Blood And Breath And Water: Patience tells Locke that the ritual to save him is serious business. She wasn’t kidding… What did you make of this scene, and do you think any of it might (perhaps literally) come back to haunt Locke?

That scene was <Epic Voice>EPIC</Epic voice>. It was physically and spiritually soul-destroying for all involved from the Bondsmagi conducting the spell to Jean observing and Locke getting the poison sucked out of him. That and there’s the possibility of an afterlife and the Gods being real. That’s scary. Kudos goes to Lynch for choreographing the whole thing.

Orphan’s Moon: Back to the childhood of the Gentlemen Bastards, and here we get another ritual, this one in service to the Nameless Thirteenth. It looks as though it might be Locke vs. Sabetha, round two – but this time Locke seems to be a little slow on that uptake… Who do you think deserves to be given the final oath? Locke or Sabetha?

Locke seems to be a natural-born thief and judging from his mysterious path, moments in the last two books and certain comments made by Bondsmagi, he’s probably got divine backing from the Nameless Thirteenth and the other Gods. It would explain why he’s so skilled and he’s able to get out of any situation. Sabetha might not make as many mistakes, heck, she might even be a better person on paper, but when fate has your back you’re unbeatable and Locke is just that, no matter how many times he messes up.

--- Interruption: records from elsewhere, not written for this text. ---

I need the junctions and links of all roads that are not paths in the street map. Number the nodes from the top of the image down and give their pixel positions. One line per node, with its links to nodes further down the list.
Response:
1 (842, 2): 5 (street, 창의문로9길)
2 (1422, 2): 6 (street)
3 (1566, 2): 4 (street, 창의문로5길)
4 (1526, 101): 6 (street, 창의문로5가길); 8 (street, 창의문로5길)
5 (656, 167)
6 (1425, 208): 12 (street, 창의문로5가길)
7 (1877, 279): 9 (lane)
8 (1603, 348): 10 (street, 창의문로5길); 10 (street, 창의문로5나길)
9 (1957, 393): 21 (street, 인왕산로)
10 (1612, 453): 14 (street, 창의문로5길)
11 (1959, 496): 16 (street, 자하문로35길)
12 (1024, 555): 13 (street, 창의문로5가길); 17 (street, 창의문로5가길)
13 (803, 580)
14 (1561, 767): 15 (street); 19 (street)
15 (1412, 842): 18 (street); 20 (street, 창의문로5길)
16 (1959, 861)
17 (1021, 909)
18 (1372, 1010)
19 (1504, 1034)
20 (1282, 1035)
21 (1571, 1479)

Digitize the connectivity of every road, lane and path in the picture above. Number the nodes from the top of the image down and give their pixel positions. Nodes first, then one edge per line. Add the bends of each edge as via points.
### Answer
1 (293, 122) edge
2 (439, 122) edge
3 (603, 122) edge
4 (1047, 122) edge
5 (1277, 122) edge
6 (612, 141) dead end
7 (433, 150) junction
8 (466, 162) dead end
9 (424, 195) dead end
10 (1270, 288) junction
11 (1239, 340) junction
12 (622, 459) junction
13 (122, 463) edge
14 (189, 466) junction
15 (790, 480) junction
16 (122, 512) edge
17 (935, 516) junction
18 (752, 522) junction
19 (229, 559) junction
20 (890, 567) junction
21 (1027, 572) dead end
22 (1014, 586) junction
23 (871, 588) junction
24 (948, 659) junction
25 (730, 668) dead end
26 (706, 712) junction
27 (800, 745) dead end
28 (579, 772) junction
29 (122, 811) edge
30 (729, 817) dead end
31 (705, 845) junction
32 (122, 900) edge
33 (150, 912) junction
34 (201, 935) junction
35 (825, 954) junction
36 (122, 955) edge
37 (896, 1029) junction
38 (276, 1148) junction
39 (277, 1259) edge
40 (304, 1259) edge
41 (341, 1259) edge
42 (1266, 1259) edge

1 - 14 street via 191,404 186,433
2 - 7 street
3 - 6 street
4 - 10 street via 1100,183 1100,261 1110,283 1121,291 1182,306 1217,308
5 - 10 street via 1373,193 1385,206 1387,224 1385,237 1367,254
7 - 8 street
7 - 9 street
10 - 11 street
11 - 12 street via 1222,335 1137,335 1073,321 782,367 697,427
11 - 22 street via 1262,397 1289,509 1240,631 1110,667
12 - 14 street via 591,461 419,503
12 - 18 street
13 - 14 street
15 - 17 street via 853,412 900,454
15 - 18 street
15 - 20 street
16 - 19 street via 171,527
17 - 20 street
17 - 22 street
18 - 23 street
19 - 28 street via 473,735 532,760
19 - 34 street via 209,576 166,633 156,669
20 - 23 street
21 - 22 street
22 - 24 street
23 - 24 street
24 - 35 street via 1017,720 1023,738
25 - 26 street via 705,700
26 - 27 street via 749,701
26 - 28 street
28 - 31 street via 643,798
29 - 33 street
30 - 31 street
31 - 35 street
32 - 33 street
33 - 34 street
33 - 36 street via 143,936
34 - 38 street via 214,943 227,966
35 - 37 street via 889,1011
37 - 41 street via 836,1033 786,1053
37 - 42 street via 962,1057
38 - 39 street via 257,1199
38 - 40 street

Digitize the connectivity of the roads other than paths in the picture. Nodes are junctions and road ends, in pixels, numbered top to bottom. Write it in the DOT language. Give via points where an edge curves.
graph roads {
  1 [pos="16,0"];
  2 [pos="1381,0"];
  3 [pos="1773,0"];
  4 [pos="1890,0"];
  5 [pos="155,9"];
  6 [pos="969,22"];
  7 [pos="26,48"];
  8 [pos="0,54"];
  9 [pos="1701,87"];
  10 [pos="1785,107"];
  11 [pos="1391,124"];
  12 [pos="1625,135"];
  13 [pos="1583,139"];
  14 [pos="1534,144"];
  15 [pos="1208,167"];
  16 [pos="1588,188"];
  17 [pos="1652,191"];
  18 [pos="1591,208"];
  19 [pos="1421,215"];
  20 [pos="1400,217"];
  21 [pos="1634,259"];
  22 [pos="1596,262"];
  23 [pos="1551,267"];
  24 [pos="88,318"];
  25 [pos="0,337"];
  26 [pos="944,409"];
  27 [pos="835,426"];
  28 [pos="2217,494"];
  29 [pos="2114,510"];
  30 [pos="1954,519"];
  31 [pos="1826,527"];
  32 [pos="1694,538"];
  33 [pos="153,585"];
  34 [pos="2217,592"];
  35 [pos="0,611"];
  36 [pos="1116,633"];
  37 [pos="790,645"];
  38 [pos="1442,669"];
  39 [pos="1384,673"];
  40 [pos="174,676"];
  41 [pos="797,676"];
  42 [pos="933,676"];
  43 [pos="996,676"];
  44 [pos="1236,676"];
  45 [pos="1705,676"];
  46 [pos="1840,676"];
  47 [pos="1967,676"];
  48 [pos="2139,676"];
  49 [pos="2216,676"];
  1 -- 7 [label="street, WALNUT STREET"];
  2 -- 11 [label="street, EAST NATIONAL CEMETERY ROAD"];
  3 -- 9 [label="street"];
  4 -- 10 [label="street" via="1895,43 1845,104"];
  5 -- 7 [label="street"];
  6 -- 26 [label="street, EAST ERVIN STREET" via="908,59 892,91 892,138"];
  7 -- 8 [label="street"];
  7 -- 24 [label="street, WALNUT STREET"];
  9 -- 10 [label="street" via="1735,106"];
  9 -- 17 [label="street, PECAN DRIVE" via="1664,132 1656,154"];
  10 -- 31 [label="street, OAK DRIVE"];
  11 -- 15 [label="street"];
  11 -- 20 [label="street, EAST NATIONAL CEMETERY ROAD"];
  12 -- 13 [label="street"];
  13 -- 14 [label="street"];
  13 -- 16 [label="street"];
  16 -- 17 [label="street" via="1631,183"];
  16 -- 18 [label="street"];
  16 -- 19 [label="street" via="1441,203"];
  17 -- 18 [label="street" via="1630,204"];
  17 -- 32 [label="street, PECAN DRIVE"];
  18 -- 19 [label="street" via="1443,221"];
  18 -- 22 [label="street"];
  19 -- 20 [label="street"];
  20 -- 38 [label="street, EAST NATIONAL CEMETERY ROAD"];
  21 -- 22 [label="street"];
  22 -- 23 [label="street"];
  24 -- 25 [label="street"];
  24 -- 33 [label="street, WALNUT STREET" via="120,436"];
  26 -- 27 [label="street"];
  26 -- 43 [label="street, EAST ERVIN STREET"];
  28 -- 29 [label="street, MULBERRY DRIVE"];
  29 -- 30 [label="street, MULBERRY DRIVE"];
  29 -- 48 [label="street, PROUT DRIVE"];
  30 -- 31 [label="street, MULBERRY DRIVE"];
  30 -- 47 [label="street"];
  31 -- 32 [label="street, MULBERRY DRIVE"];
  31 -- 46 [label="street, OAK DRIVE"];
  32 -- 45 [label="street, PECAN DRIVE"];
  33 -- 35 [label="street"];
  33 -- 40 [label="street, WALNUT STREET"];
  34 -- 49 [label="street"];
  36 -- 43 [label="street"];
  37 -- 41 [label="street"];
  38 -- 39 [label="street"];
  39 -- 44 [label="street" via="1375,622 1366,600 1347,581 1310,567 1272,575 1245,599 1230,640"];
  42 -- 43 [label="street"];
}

Across The Amathel: This chapter takes a breather for quite a bit of Eldren history, while Locke starts recovering. What do you think of the history lesson, and Patience’s ominous speculation regarding the Eldren? Is this something you’d like to know more about?

YES, YES, BLOODY, BLOODY YES. Every read-along post in every read-along has a comment from me about how I want to see the Eldren, know more about them, how I think their relics have affected the world and how I think the Bondsmagi got their powers from them. Put it down to reading too much H.P. Lovecraft by the Eldren are definitely reminding me of the The Great Old Ones, Shoggoths and whatnot.

The history lesson was good, the ominous warning about them being chased off by something nasty was oh so tantalising and I. Want. More.

Striking Sparks: The gang’s off to Espara, after a bad summer and a pretty thorough dressing-down from Chains, and we finally get to the source of the book’s title – they’re bound for the stage! What are your thoughts on this latest ‘challenge’ and the reasons for it?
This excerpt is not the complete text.